The risk of real wealth destruction involves the new paradigm of zero interest rates across the yield curve and what can happen when monetary policy and fiscal policy are unified are pushed to their limits.
Secular
There’s an ongoing rebalancing of economic power between the indebted, low growth Western countries and the faster-growing Eastern countries.
There are also various types of conflicts going on between the US and China that will play out over the coming years or decades.
More capital is flowing from West to East.
Because of the zero interest rates in cash and bonds that largely characterize the West, there are negative real (inflation-adjusted) yields and this is pulling the forward returns of stocks down as well.
When yields are very low – especially when purchasing power is being eroded – and these countries are creating a lot of money to get out of their intractable debt problems, this incentivizes more people to not want to hold the currency.
They will want to hold other alternatives, such as other currencies, other commodities, private assets, and other things that can be considered stores of value (e.g., cryptocurrencies).
So there’s the risk of wealth destruction in the assets and currencies of the countries that make up around 45 percent of global GDP today (US, developed Europe, Japan).
The most important themes today, which will go on for quite a while are:
i) Zero interest rate policy (ZIRP) and quantitative easing (QE) being pushed to their limits, leading to tertiary forms of policy – monetary and fiscal unification.
ii) Divergences in the landscape between East and West.
iii) Having geographic diversification is more important than ever given the differing conditions across countries and currencies.
Secular landscape
There are a few main forces that drive economies. These are also producing divergences across regions.
i) Productivity
This is the rate at which people invent and learn how to do things better. Productivity is the source of real income and wealth over time.
Productivity is essentially what an economy boils down to at the most fundamental level.
ii) The business cycle
This is the standard cycle that’s generally controlled by central banks where they raise and lower interest rates to maximize output without generating excess price pressures.
These generally go on for 5-10 years or so. The recession dynamic normally occurs when the central bank raises interest rates to curtail inflation, which slows credit creation and financial speculation.
This causes the inflation and growth rate to fall, which eventually incentivizes the central bank to lower interest rates to stimulate the economy again.
iii) The zero-lower bound on interest rates
Throughout time, short-term interest rates hit zero.
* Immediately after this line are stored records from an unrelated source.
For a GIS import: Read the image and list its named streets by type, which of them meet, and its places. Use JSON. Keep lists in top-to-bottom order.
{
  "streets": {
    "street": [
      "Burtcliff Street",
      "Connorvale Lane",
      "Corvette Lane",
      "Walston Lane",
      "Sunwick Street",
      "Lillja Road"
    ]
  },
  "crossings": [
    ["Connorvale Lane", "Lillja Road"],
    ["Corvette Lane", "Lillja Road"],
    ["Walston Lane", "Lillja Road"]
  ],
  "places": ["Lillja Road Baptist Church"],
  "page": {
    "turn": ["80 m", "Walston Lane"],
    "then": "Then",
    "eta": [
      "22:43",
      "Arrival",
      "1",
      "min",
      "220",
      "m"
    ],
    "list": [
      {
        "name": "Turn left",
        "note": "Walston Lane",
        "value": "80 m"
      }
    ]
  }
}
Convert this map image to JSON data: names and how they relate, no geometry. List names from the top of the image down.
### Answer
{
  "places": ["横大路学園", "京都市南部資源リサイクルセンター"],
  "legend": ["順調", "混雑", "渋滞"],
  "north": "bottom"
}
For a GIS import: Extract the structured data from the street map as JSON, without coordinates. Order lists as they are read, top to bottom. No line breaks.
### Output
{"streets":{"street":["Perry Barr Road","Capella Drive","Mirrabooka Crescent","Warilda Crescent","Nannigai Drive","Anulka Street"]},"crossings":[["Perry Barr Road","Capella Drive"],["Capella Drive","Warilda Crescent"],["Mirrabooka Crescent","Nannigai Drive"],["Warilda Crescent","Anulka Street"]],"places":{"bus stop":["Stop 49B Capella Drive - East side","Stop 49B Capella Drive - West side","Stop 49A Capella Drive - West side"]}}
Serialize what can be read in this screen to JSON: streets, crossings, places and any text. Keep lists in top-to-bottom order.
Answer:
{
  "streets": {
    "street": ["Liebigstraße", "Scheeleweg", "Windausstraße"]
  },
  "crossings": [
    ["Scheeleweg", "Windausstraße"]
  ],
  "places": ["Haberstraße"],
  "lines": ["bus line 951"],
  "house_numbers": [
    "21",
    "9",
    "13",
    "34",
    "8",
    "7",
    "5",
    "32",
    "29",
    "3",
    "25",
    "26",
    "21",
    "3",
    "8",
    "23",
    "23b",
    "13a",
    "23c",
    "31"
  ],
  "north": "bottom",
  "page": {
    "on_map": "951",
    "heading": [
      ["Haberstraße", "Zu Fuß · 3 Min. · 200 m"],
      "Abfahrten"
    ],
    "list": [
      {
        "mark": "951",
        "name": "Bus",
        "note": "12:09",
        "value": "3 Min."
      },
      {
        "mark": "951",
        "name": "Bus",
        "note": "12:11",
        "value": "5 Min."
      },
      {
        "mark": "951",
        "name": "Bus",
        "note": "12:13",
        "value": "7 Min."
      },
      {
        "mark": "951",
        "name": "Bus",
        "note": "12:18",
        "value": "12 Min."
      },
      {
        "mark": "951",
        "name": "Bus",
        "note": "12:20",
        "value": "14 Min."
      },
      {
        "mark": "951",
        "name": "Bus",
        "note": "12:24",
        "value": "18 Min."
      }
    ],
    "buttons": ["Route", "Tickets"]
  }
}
Economies are in a spot where the lowering of interest rates doesn’t stimulate credit creation.
The US was there during the Great Depression of the 1930s, 2008, and 2020.
US Short-Term Interest Rates
(Source: Board of Governors of the Federal Reserve System (US))
At this point, when short-term nominal interest rates can no longer be pushed lower, different monetary policy measures must be used.
The central bank (or central monetary authority) will typically begin buying longer-duration assets like government bonds (usually its own), riskier bonds and credit, and potentially even equities. This is commonly known as quantitative easing or QE.
When longer-term interest rates are at or near zero, then monetary policy must be coordinated with fiscal policy, as the standard framework has far diminished effectiveness.
The central bank provides the money and fiscal policymakers must decide who gets it.
This comes at the risk of devaluing a currency, which can bring with it higher inflation in both financial and real goods and services.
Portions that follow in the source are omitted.